Nanofibre manufacturing method helps to heal wounds quicker

A manufacturing system for nanofibres is helping to make new wound dressings that accelerate healing and improve tissue regeneration.

Nanofibres
Hair follicles regenerating at the center of the wound
Credit: Disease Biophysics Group/Harvard University

Developed by researchers from the Harvard John A. Paulson School of Engineering and Applied Sciences (SEAS) and the Wyss Institute for Biologically Inspired Engineering, the two nanofibre dressings use naturally-occurring proteins in plants and animals to promote healing and regrow tissue. The breakthroughs are described in separate papers.

“Our fibre manufacturing system was developed specifically for the purpose of developing therapeutics for the wounds of war,” said Kit Parker, the Tarr Family Professor of Bioengineering and Applied Physics at SEAS and senior author of the research. “As a soldier in Afghanistan, I witnessed horrible wounds and, at times, the healing process for those wounds was a horror unto itself. This research is a years-long effort by many people on my team to help with these problems.”

The most recent paper, published in Biomaterials, describes a wound dressing inspired by foetal tissue.

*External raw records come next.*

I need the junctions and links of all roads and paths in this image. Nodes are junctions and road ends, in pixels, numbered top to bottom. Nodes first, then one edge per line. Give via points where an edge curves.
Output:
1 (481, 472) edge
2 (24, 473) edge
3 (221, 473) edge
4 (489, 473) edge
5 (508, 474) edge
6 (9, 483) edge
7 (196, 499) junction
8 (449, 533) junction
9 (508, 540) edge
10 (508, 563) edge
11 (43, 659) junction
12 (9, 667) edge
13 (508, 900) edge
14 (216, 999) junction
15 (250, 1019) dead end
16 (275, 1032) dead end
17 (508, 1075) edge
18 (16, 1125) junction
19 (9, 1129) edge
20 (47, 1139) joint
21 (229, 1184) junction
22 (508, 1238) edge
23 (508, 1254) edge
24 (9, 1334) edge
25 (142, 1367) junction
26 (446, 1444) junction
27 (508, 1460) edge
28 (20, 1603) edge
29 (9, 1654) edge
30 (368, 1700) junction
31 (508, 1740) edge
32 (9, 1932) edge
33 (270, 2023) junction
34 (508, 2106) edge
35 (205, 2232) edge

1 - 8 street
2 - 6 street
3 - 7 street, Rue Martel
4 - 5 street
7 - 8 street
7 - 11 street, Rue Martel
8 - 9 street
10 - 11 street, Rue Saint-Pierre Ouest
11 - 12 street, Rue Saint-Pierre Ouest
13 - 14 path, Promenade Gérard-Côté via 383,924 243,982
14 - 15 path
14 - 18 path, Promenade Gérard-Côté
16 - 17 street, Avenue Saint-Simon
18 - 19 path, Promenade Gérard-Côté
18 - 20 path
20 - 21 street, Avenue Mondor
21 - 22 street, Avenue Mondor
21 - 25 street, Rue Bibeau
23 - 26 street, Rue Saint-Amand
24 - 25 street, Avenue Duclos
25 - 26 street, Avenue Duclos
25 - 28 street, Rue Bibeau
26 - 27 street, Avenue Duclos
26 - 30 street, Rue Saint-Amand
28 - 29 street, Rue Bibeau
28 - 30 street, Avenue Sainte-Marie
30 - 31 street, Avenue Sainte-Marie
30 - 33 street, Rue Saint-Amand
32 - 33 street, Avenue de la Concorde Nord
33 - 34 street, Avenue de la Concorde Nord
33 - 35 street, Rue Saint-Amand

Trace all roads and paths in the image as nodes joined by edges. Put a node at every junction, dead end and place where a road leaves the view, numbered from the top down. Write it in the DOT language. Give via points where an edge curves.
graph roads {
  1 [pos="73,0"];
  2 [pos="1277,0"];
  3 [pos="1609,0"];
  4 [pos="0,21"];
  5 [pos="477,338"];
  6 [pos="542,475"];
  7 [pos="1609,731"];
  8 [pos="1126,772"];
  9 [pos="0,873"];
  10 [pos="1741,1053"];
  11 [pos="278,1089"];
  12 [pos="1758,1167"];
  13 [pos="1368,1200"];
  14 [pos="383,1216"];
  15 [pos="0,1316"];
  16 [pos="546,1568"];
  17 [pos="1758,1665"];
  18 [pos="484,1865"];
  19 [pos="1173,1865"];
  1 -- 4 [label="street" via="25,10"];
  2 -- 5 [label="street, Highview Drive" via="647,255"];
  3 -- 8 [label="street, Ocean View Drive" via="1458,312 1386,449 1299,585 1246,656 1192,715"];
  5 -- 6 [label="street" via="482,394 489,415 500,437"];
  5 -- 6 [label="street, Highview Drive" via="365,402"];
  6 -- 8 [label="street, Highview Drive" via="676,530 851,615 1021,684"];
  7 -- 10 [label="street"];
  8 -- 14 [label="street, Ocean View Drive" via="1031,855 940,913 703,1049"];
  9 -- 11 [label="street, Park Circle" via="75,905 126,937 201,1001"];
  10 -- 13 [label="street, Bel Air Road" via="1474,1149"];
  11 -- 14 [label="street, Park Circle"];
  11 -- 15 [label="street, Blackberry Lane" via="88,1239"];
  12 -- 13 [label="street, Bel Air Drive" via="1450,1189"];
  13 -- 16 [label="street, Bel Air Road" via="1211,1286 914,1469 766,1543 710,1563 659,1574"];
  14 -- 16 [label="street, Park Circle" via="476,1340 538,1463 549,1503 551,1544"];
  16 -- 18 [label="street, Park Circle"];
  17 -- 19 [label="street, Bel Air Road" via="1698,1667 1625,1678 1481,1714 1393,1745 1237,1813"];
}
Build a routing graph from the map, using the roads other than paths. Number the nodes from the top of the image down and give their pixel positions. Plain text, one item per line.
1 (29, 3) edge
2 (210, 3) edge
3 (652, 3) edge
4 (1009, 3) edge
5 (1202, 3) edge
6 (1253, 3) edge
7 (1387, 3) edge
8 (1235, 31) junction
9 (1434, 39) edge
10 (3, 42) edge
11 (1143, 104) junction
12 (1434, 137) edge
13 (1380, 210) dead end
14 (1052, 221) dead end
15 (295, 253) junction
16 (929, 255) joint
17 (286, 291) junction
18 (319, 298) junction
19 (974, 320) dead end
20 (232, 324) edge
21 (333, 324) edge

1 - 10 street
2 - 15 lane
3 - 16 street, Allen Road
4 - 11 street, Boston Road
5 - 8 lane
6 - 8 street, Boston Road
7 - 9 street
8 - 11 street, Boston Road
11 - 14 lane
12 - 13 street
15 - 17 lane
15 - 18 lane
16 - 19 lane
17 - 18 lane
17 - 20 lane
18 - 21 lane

In the late 1970s, when scientists first started studying the wound healing process early in development, they discovered that wounds incurred before the third trimester left no scars. This opened a range of possibilities for regenerative medicine but researchers have struggled to replicate those properties of foetal skin.

Foetal skin has high levels of fibronectin, a protein that assembles into the extracellular matrix and promotes cell binding and adhesion. Fibronectin has two structures: globular, which is found in blood, and fibrous, which is found in tissue. Even though fibrous fibronectin holds the most promise for wound healing, previous research focused on the globular structure, in part because manufacturing fibrous fibronectin was a major engineering challenge.

The researchers made fibrous fibronectin using Rotary Jet-Spinning (RJS), developed by Parker’s Disease Biophysics Group. With RJS a liquid polymer solution – globular fibronectin dissolved in a solvent – is loaded into a reservoir and pushed out through an opening by centrifugal force as the device spins. As the solution leaves the reservoir, the solvent evaporates and the polymers solidify. The centrifugal force unfolds the globular protein into small, thin fibres. These fibres – less than one micrometre in diameter – can be collected to form a large-scale wound dressing or bandage.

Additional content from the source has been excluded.